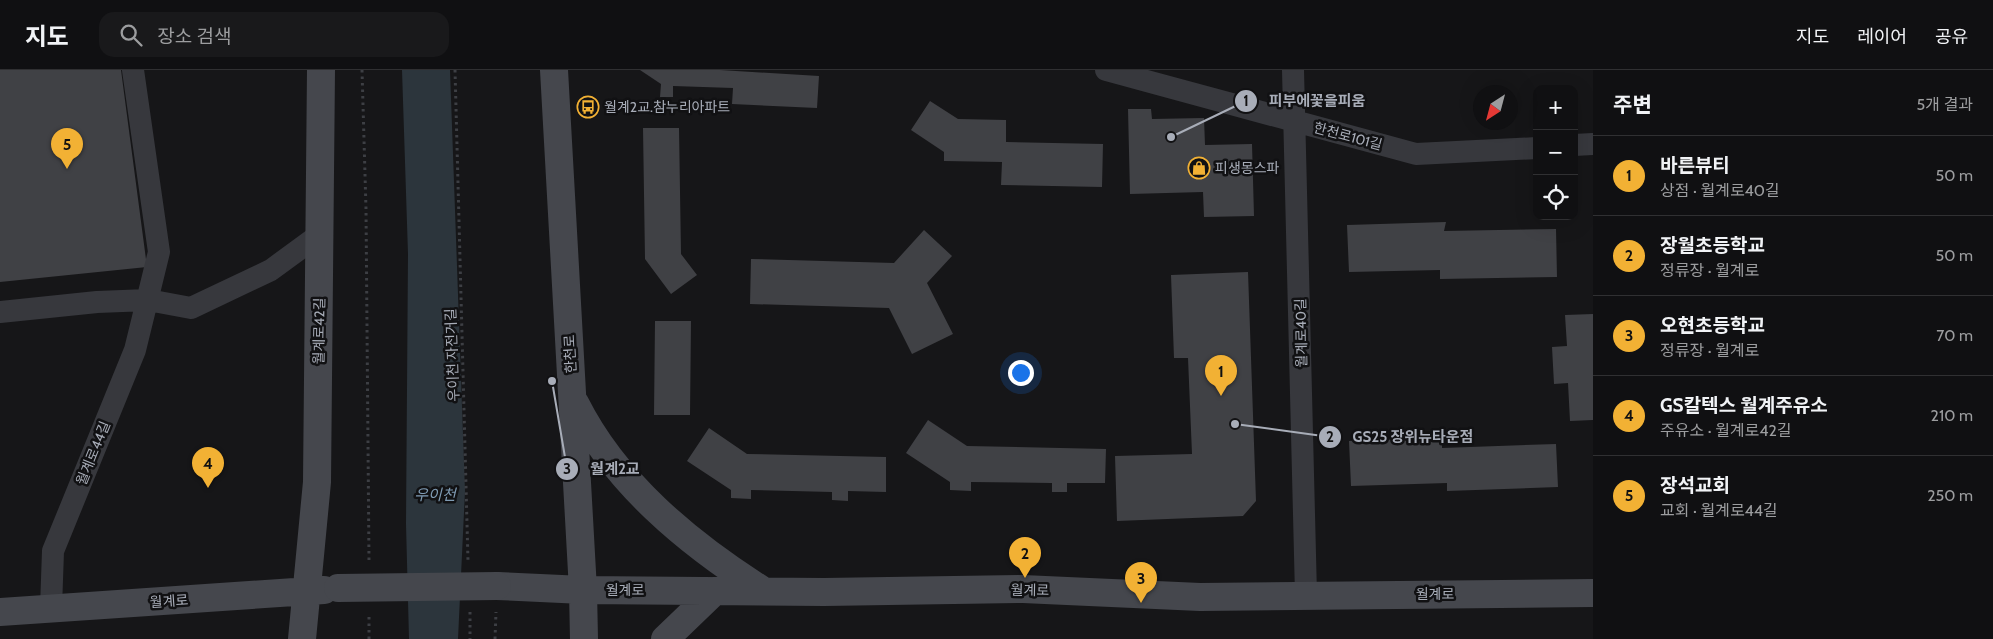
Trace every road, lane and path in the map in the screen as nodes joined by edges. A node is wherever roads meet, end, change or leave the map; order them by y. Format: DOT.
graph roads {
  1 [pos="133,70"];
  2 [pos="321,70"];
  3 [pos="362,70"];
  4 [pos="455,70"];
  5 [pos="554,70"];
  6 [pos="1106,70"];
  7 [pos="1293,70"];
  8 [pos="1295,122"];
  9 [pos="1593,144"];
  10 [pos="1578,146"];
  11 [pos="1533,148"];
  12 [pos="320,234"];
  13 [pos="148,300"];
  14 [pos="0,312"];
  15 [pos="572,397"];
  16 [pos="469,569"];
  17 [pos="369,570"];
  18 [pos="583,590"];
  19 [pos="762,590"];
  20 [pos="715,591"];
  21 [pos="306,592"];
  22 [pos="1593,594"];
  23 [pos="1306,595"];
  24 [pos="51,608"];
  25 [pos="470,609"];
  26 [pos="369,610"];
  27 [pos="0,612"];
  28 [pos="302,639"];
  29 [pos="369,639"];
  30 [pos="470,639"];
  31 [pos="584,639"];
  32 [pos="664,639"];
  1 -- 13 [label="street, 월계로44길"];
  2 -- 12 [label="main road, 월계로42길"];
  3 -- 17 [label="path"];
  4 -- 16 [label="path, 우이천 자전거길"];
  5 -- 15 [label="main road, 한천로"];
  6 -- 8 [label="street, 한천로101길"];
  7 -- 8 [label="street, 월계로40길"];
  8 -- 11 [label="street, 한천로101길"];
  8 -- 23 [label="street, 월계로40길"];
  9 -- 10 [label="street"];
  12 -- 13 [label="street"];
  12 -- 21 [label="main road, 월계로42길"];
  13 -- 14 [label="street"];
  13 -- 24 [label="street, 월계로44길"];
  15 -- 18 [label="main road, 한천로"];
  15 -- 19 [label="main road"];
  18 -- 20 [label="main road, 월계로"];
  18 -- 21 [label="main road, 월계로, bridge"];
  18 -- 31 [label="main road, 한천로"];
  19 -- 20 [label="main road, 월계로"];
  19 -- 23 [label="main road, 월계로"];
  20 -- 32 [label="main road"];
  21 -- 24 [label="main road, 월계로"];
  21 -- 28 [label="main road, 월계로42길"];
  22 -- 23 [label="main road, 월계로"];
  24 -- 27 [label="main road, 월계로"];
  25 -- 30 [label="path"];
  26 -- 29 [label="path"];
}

(WHAT THE TASK ASKS): Note each line above that contains "path" and copy it out.

(EXERCISE SOLUTION):
Trace every road, lane and path in the map in the screen as nodes joined by edges. A node is wherever roads meet, end, change or leave the map; order them by y. Format: DOT.
  3 -- 17 [label="path"];
  4 -- 16 [label="path, 우이천 자전거길"];
  25 -- 30 [label="path"];
  26 -- 29 [label="path"];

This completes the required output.